- Genre: Adventure
- Written by: Jarmila Turnovská, Vlasta Janečková
- Directed by: Vlasta Janečková
- Starring: Marek Eben, Antonín Navrátil, Lenka Pletková, Michal Michálek
- Country of origin: Czechoslovakia
- Original language: Czech
- No. of seasons: 2
- No. of episodes: 13

Production
- Running time: 21–33 minutes
- Production company: Krátký film Praha

Original release
- Network: Czechoslovak Television
- Release: October 10, 1971 – January 3, 1975

= Kamarádi =

Kamarádi (English: Friends) is a Czechoslovak adventure television series produced by Czechoslovak Television, which also broadcast it in the years 1971–1975. A total of 13 episodes were created in two seasons. The series was filmed by director Vlasta Janečková based on the script she wrote together with Jarmila Turnovská. He is devoted to a group of Prague children who experience various adventures in Prague and in the countryside.

== Plot ==
Two good friends, Ferda and Váleček, who live in Prague's Malá Strana, meet the same old Honza, who moved with his parents from Karlovy Vary to his grandfather, who lives in the same house as Ferda. Their acquaintance accompanied by an insult does not go ideally, so they consider him an arrogant intruder. Before long, however, they become friends, and they also meet Gábina, an active girl who likes to take pictures. This creates a group of children who experience various adventures in the streets of Prague, which eventually move to Gábina's aunt in the countryside in the Orlické Mountains.

== Cast ==

- Lenka Pletková as Gábina
- Michal Michálek as Ferda (only season 1)
- Antonín Navrátil as Honza
- Marek Eben as Valentýn „Váleček“ Kofránek

== Production ==
The series was the first original children's television series of the Czechoslovak Television of the present day, which followed on from the adapted Mystery of the Puzzle. The first six-part season was written jointly by Jarmila Turnovská and Vlasta Janečková, and the second, seven-part series by Janečková herself. She also directed the entire series. To the main children's roles of characters who should have been around 11 years old, she chose Lenka Pletková, Michal Michálek and Antonín Navrátil. The fourth in the party, Váleček with a stronger figure, was portrayed by Marek Eben, who was equipped with a special vest under his shirt during filming, which visually added kilograms. Filming of the first series took place in Prague in 1969 and 1970.

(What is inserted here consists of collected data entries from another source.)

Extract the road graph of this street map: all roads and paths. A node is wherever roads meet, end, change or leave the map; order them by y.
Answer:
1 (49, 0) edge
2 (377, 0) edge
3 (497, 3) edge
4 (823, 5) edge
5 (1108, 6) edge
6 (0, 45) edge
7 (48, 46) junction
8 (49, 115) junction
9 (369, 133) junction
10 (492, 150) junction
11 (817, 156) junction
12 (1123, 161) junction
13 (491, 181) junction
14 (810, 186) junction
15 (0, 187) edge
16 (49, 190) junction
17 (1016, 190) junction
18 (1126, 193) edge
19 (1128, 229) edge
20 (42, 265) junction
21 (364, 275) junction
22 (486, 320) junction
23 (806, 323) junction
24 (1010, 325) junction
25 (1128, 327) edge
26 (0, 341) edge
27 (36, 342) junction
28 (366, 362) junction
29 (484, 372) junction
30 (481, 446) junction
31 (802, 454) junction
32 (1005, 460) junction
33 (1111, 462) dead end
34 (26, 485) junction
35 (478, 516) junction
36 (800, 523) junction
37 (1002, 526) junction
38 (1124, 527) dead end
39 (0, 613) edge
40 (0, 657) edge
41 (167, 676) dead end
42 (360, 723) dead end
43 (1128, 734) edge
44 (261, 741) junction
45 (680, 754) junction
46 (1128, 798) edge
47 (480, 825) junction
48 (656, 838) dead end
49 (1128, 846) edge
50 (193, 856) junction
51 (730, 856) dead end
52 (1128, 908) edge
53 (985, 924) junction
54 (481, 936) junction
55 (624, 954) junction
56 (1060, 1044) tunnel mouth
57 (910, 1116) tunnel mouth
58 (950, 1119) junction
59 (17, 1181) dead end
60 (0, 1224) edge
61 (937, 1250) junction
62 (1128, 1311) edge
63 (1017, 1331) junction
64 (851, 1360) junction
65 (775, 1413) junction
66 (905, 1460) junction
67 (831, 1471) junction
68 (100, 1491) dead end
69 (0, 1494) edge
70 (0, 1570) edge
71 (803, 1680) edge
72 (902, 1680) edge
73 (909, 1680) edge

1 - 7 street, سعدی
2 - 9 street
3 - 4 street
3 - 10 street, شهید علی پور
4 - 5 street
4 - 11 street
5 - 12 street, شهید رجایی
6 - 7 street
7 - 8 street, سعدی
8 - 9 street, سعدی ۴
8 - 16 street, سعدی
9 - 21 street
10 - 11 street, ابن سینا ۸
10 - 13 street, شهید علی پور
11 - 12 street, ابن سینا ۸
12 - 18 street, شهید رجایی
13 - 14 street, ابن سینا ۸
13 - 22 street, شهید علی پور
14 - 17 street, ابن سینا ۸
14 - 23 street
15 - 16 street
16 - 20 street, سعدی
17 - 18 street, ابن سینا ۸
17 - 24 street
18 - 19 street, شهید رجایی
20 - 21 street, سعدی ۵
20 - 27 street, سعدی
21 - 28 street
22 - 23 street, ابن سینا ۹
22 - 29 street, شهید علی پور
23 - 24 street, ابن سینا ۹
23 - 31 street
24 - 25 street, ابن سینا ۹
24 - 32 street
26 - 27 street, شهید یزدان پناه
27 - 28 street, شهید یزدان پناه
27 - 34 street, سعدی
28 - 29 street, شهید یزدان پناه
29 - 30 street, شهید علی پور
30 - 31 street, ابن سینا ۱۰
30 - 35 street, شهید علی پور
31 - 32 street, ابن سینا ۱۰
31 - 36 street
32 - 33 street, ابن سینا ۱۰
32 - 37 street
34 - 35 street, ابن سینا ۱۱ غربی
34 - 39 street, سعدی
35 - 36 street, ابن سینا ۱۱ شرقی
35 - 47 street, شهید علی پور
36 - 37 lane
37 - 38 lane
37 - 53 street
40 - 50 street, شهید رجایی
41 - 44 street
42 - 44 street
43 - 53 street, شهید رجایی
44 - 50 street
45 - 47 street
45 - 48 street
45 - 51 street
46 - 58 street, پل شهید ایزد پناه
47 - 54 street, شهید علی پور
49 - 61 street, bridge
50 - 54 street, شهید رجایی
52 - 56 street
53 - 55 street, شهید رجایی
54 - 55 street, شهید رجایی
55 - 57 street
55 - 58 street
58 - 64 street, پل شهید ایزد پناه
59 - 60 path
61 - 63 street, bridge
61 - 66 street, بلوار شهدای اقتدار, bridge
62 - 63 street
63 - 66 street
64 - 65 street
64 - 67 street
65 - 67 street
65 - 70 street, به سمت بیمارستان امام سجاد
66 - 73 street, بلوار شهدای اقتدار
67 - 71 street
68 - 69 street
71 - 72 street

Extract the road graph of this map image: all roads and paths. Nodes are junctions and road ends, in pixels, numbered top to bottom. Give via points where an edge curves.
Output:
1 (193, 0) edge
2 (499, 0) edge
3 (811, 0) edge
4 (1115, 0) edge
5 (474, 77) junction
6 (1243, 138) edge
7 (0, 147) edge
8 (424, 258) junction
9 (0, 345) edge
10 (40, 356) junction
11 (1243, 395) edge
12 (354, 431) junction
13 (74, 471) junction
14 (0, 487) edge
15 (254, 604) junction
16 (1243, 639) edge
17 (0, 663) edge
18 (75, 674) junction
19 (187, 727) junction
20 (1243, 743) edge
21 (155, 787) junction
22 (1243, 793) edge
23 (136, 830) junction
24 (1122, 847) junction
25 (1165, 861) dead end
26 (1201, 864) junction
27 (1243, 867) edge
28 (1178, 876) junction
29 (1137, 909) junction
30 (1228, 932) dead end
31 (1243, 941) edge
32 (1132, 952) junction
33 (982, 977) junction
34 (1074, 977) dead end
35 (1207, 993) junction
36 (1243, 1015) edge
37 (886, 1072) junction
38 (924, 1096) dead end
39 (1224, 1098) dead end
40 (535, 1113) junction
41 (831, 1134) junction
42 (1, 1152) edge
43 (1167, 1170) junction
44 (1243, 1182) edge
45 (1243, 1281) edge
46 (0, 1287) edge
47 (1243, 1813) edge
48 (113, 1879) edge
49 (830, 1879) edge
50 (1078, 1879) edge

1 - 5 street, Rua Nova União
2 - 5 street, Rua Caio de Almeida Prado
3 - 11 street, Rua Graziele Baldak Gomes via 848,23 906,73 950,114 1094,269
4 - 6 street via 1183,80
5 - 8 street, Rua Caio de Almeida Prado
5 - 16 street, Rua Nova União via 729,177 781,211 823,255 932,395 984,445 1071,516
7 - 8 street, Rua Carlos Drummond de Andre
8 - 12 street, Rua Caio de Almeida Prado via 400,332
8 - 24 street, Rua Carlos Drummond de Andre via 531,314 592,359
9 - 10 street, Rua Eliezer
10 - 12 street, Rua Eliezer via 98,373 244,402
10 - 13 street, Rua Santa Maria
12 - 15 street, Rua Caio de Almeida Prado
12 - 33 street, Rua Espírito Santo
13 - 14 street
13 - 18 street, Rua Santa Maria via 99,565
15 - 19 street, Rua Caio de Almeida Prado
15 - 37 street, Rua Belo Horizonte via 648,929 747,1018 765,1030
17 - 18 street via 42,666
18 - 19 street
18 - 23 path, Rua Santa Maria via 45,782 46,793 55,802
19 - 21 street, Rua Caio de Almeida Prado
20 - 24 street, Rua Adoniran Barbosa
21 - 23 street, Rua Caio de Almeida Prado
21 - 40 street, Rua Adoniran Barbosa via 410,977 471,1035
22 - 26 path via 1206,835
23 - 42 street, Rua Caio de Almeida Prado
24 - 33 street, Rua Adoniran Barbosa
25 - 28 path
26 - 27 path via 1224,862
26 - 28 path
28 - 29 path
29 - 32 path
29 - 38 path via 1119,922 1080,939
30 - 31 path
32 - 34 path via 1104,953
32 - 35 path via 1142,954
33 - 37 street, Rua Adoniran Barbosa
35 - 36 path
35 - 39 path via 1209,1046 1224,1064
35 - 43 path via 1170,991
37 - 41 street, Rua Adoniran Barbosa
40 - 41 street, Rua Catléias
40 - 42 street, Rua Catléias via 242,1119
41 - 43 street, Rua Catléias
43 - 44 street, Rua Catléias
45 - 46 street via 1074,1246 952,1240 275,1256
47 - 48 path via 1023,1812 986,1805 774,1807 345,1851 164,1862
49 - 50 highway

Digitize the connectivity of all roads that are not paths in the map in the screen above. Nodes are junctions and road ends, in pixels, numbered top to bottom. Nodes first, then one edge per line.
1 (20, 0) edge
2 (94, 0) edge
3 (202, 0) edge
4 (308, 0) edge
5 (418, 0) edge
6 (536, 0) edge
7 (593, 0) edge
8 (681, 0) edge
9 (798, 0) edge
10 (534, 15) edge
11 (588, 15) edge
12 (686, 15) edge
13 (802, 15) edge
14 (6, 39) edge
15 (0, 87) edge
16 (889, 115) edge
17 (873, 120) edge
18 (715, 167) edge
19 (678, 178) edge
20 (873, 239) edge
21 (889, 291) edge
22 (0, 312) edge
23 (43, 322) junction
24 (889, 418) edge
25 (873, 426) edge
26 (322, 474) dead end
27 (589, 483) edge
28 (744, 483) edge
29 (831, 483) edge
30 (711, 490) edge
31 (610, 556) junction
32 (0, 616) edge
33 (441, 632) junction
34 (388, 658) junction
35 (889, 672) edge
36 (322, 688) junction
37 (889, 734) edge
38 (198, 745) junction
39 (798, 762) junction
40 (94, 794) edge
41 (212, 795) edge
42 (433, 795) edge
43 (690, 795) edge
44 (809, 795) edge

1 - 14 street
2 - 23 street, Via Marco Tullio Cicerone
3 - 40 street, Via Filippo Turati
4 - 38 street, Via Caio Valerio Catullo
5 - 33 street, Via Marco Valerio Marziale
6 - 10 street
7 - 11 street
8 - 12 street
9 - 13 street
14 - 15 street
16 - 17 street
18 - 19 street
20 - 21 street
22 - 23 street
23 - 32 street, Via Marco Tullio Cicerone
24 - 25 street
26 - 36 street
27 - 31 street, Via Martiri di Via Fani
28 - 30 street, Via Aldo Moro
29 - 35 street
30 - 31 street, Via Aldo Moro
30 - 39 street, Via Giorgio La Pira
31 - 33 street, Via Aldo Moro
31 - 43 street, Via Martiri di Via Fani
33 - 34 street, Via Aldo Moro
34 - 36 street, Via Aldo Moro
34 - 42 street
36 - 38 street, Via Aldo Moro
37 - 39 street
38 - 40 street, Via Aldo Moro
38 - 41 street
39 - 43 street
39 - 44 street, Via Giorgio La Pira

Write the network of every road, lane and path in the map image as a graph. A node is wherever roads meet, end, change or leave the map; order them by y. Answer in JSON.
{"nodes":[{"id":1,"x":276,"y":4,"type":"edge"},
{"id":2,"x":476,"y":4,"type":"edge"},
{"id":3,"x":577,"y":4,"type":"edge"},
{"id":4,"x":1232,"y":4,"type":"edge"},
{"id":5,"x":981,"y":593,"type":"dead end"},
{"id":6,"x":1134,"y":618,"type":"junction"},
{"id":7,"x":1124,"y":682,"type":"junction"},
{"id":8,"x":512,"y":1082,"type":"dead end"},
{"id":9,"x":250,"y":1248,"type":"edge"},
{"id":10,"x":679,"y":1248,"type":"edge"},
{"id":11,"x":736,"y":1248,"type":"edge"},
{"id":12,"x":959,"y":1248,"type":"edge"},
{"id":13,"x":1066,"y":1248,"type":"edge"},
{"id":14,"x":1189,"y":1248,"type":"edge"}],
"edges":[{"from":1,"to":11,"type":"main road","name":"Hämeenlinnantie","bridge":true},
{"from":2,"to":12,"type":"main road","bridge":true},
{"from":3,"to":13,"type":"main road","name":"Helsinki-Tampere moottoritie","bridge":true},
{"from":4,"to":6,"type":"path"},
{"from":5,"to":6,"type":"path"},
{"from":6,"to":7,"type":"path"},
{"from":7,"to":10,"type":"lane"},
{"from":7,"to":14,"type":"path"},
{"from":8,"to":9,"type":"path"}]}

In the second season, Michal Michálek did not reprise the role of Ferda, as he has grown and changed considerably over the years, so Janečková and Turnovská removed him from the series. The main group of children thus remained three members. The second series was filmed in 1973.

The music for the series was composed by Jaromír Vomáčka. Company Krátký film Praha produced the series for Czechoslovak Television.

== Broadcast ==
Czechoslovak Television broadcast the series on the I. program in the years 1971–1975. The series' first season aired from October to November 1971, with the first episode premiering on 10 October 1971. Other episodes followed in an irregular weekly period (it was shown on Saturdays or Sundays), so the final part was broadcast on November 14, 1971. The series was included in the early evening broadcast, the beginnings of individual episodes with a length of 21 to 28 minutes were at irregular times between 4:25 p.m. and 6:20 p.m.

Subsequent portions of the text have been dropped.